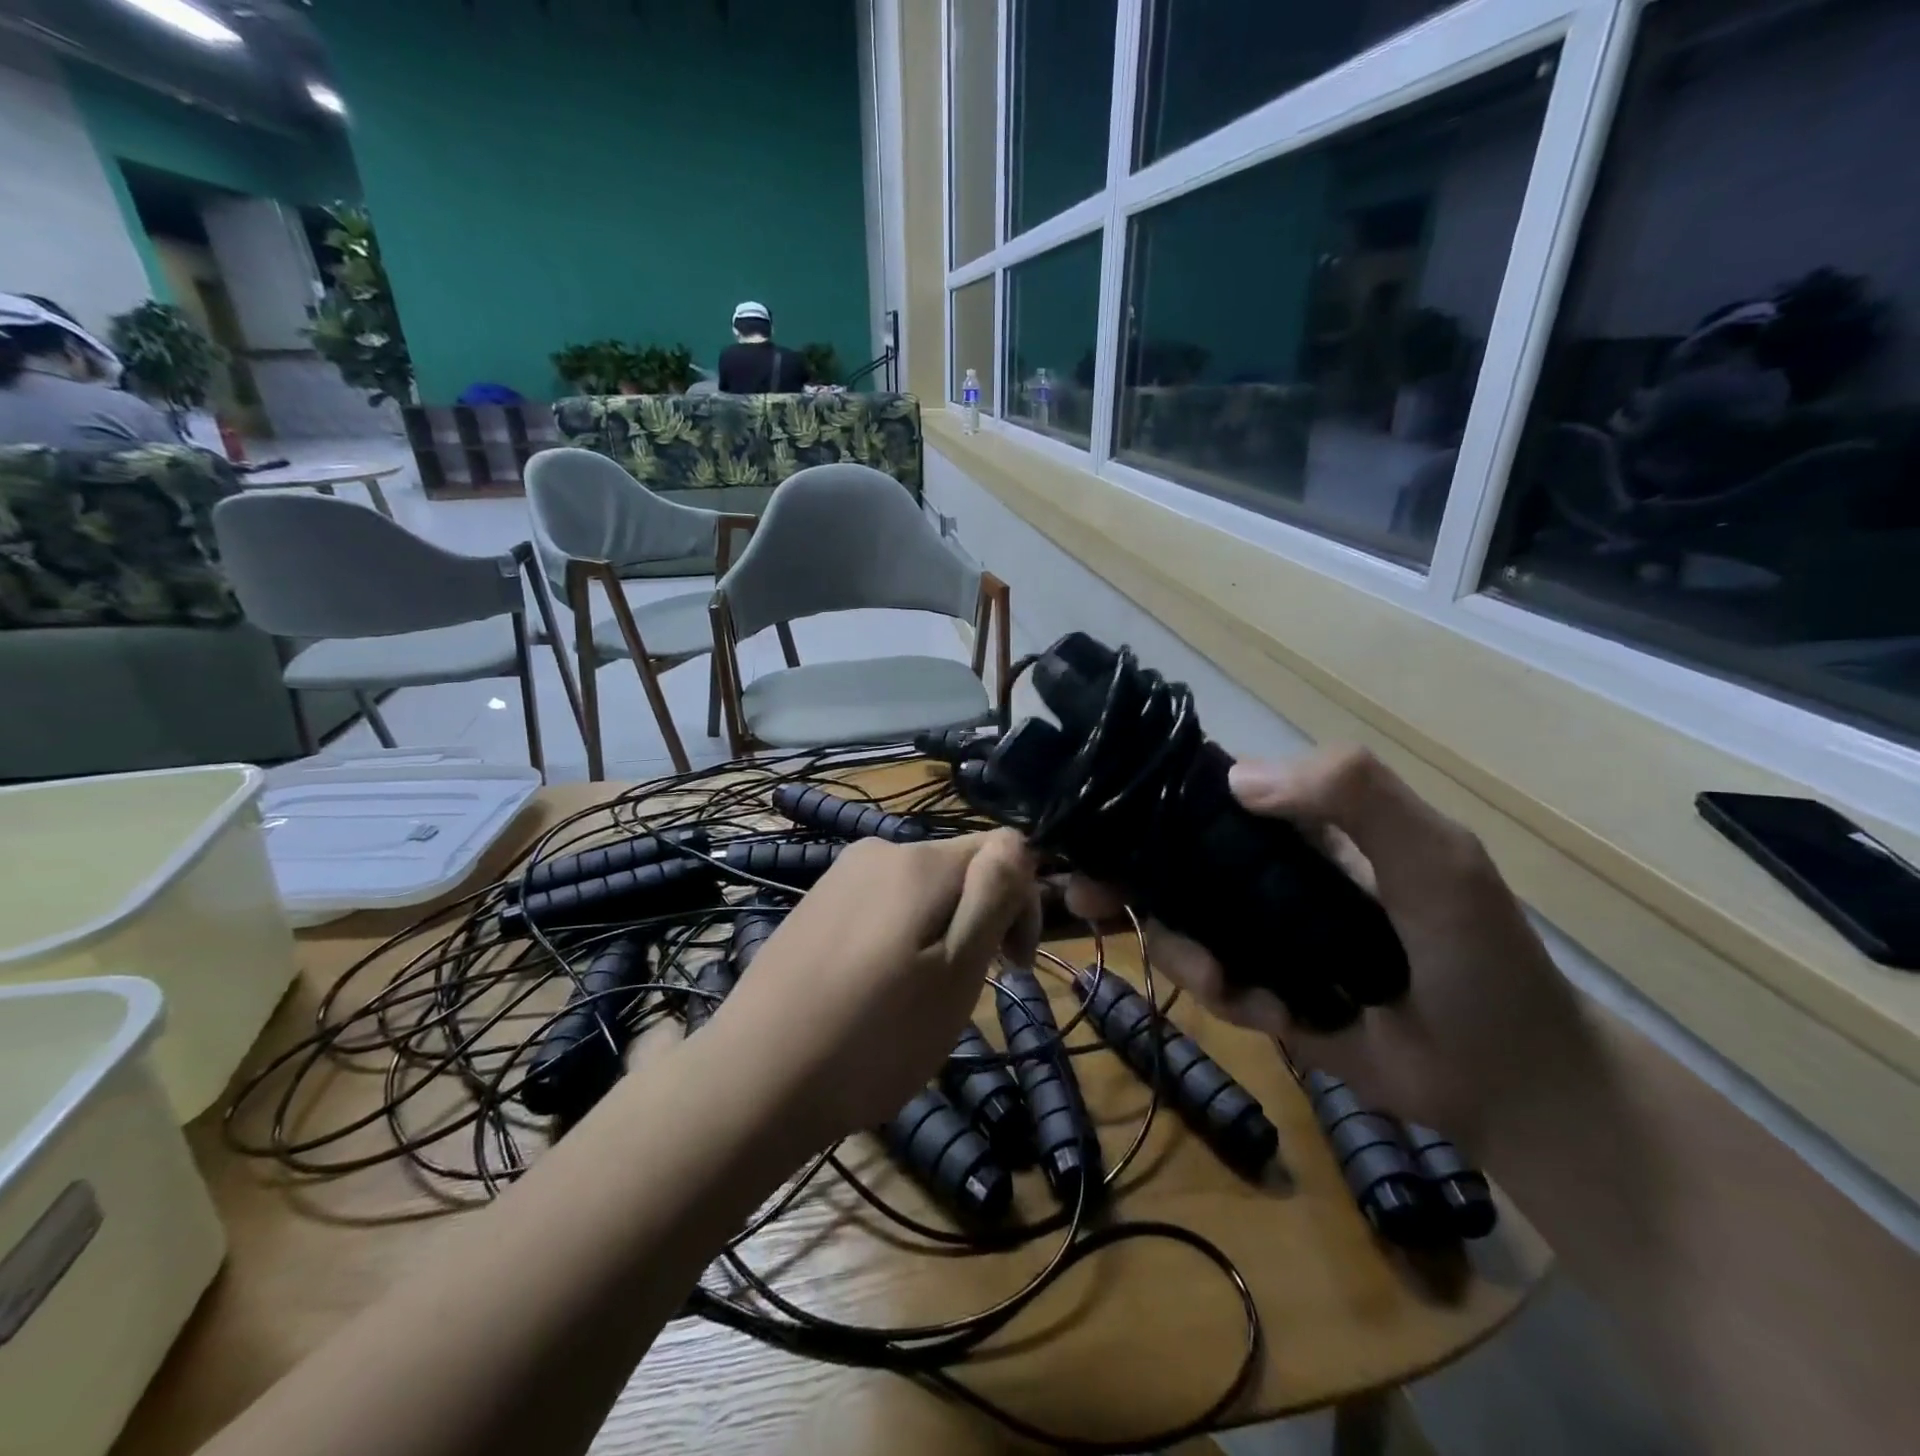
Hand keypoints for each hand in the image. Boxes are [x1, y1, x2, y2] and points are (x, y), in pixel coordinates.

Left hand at [708, 829, 1040, 1145]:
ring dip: (936, 934)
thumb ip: (993, 897)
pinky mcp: (815, 905)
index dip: (1020, 906)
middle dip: (975, 922)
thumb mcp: (956, 972)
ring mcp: (840, 876)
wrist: (753, 1080)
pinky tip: (872, 991)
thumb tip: (1019, 845)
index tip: (1008, 967)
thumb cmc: (874, 1036)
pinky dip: (896, 939)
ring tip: (912, 999)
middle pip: (958, 871)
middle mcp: (879, 850)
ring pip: (919, 892)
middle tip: (956, 993)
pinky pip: (880, 907)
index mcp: (920, 861)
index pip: (1003, 851)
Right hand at [1069, 747, 1591, 1149]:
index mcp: (1298, 824)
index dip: (1149, 798)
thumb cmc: (1477, 952)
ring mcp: (1256, 931)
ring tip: (1225, 986)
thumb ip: (1354, 795)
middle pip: (1169, 859)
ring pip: (1175, 924)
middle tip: (1086, 898)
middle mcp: (1264, 870)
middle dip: (1124, 877)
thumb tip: (1235, 777)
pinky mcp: (1255, 988)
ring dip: (1182, 952)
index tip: (1098, 817)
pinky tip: (1273, 1016)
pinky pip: (1206, 982)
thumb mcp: (1434, 856)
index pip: (1207, 793)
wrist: (1507, 1080)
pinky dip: (1225, 997)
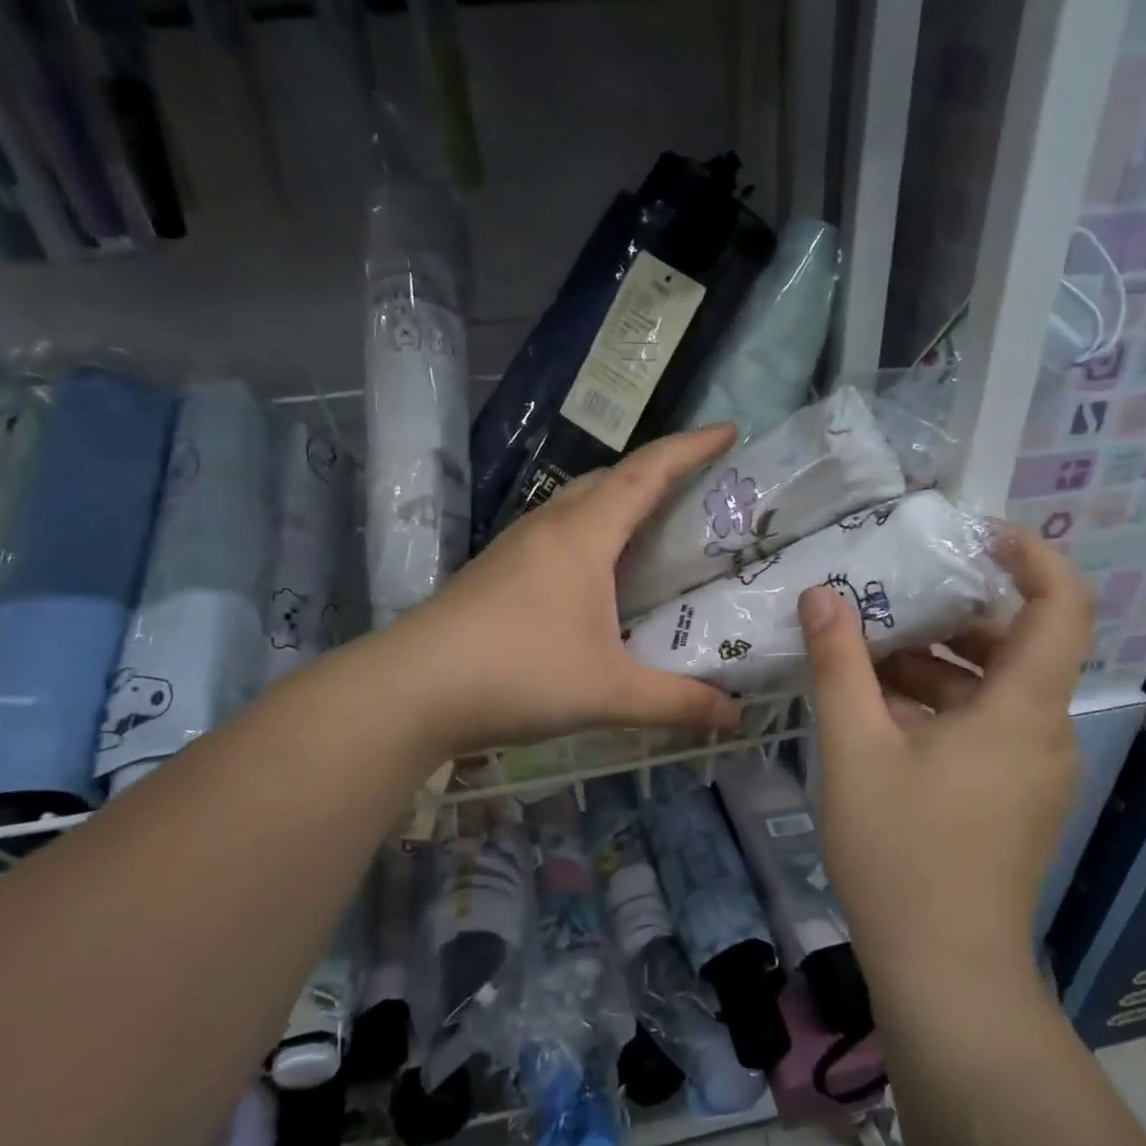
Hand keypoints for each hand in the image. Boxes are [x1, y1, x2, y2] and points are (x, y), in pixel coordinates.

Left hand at [393, 425, 744, 753]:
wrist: (411, 691)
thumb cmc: (518, 675)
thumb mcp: (610, 694)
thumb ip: (678, 703)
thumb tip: (734, 715)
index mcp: (582, 536)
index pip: (646, 473)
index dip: (690, 448)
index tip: (728, 430)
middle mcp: (548, 527)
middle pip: (610, 478)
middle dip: (657, 472)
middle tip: (697, 489)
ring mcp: (515, 547)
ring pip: (578, 503)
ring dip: (619, 501)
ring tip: (653, 526)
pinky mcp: (495, 571)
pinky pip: (557, 532)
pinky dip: (591, 532)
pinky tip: (596, 573)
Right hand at [798, 526, 1093, 1001]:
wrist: (946, 975)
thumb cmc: (902, 853)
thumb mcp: (855, 749)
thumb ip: (839, 664)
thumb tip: (821, 596)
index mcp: (1021, 709)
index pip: (1062, 605)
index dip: (1033, 557)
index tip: (978, 535)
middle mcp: (1042, 732)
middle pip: (1018, 645)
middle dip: (955, 614)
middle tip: (891, 599)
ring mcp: (1032, 771)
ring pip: (995, 691)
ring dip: (939, 665)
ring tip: (868, 656)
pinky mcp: (1015, 801)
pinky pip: (987, 729)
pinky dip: (943, 708)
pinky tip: (881, 716)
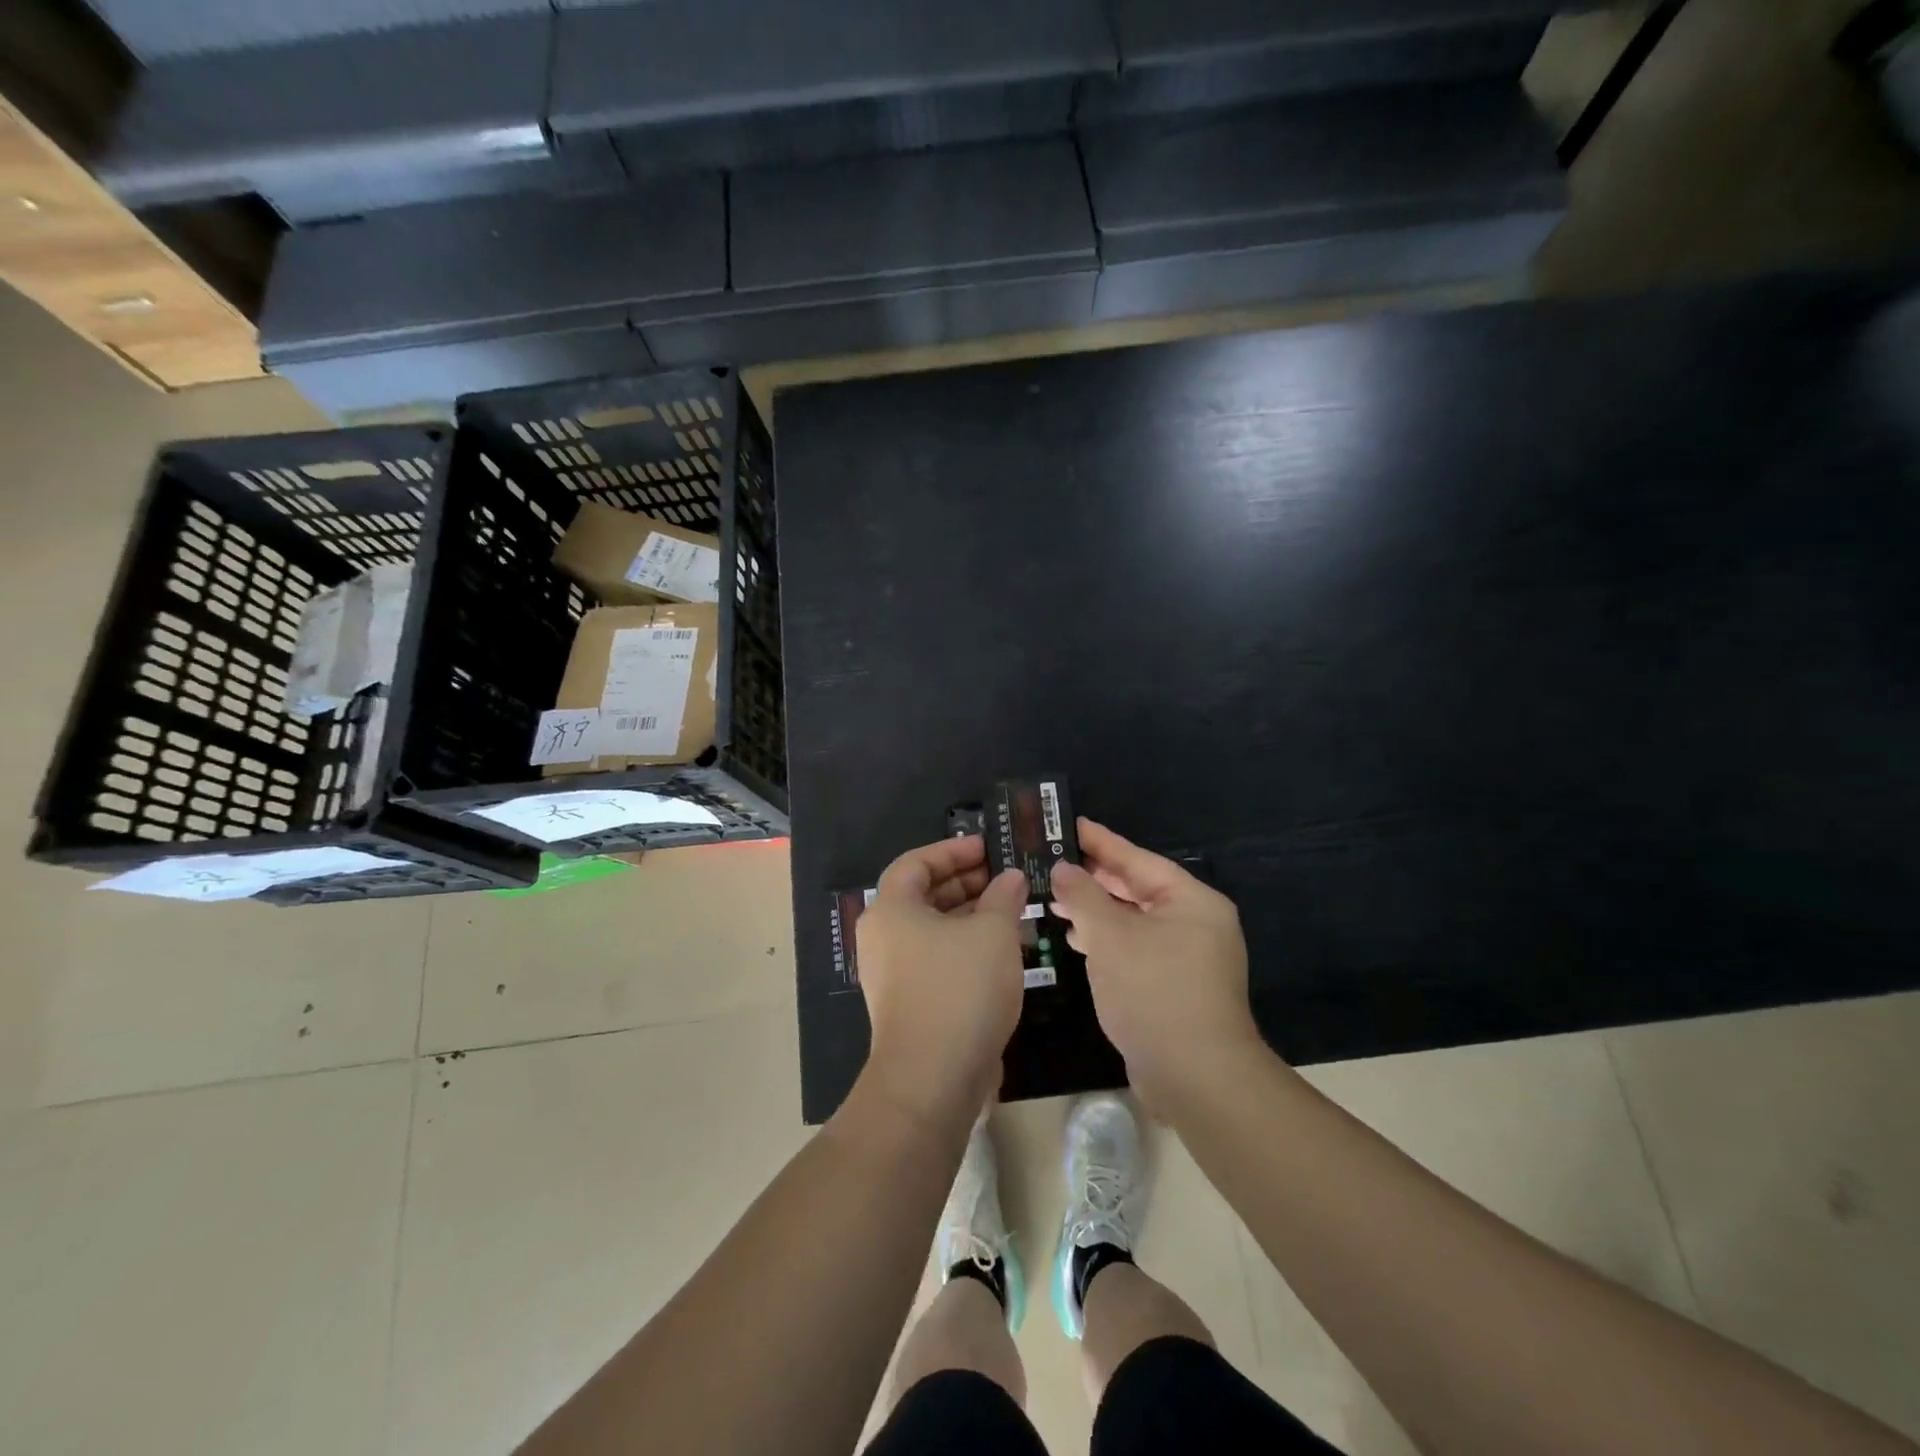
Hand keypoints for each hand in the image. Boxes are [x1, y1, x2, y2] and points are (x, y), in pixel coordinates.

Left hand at [856, 835, 1028, 1125]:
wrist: (933, 1078)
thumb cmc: (960, 988)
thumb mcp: (992, 932)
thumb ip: (1003, 897)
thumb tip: (1011, 878)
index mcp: (891, 909)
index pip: (917, 862)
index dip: (953, 850)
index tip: (989, 848)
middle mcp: (883, 937)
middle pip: (923, 895)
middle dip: (966, 883)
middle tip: (1006, 878)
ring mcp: (892, 973)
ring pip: (933, 930)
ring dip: (970, 916)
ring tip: (1012, 910)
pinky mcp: (909, 1003)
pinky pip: (936, 959)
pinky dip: (965, 947)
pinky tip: (1001, 951)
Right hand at [1049, 818, 1263, 1109]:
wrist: (1195, 1078)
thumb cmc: (1154, 992)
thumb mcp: (1110, 937)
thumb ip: (1083, 896)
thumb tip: (1063, 869)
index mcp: (1191, 901)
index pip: (1138, 859)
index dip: (1101, 842)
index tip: (1070, 824)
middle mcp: (1195, 922)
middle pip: (1137, 888)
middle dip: (1094, 879)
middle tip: (1053, 861)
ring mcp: (1188, 956)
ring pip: (1134, 920)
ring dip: (1096, 911)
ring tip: (1055, 899)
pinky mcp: (1175, 985)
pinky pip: (1136, 948)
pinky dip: (1108, 940)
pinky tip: (1077, 939)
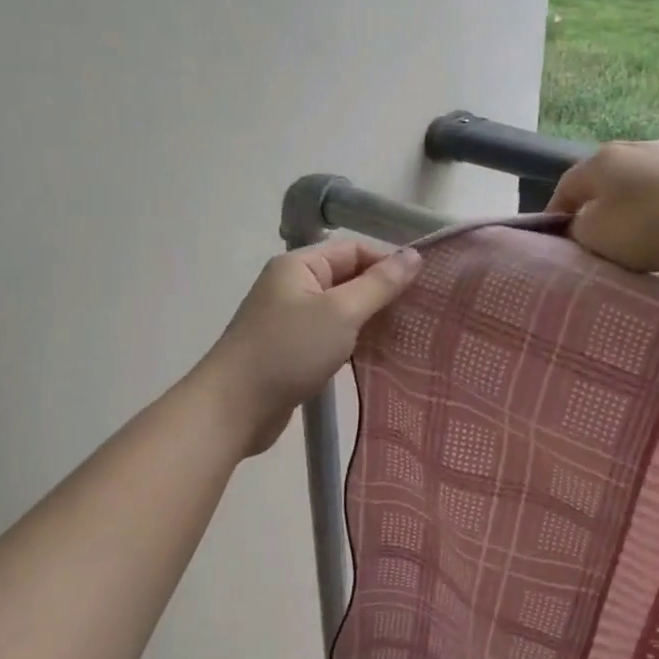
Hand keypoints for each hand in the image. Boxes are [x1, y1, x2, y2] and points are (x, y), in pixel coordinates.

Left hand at [198, 241, 422, 455]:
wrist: (234, 408)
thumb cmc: (288, 351)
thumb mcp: (341, 313)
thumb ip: (379, 284)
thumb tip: (414, 255)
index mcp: (299, 266)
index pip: (354, 250)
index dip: (389, 263)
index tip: (424, 288)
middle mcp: (293, 286)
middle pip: (348, 279)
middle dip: (383, 294)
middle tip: (422, 314)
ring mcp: (291, 320)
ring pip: (341, 311)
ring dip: (371, 322)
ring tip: (408, 336)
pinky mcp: (292, 351)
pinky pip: (331, 337)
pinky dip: (354, 343)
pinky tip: (379, 356)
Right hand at [547, 140, 658, 271]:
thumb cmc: (649, 225)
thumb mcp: (596, 236)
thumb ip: (577, 230)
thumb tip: (580, 225)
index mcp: (599, 161)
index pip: (565, 187)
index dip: (555, 215)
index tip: (556, 241)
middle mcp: (631, 147)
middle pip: (601, 182)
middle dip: (593, 209)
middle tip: (592, 240)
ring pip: (634, 183)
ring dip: (626, 207)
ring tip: (630, 235)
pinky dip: (656, 207)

=== TRY IT ===
All lines from the start of the entries through the one with "thumb mcp: (956, 972)" are to be output exactly; omit the pictures.

=== REPLY TO THE EXERCISE ===
Hand keypoints for each hand in the image. Boxes are [x1, y1, x2, y2] and points are (x, y), in pixel coordinates.

Left hand at [708, 829, 1040, 1145]:
ring dip: (936, 934)
thumb ip: (993, 897)
pinky mcp: (815, 905)
index dip: (1020, 906)
middle dip: (975, 922)
thumb mcp: (956, 972)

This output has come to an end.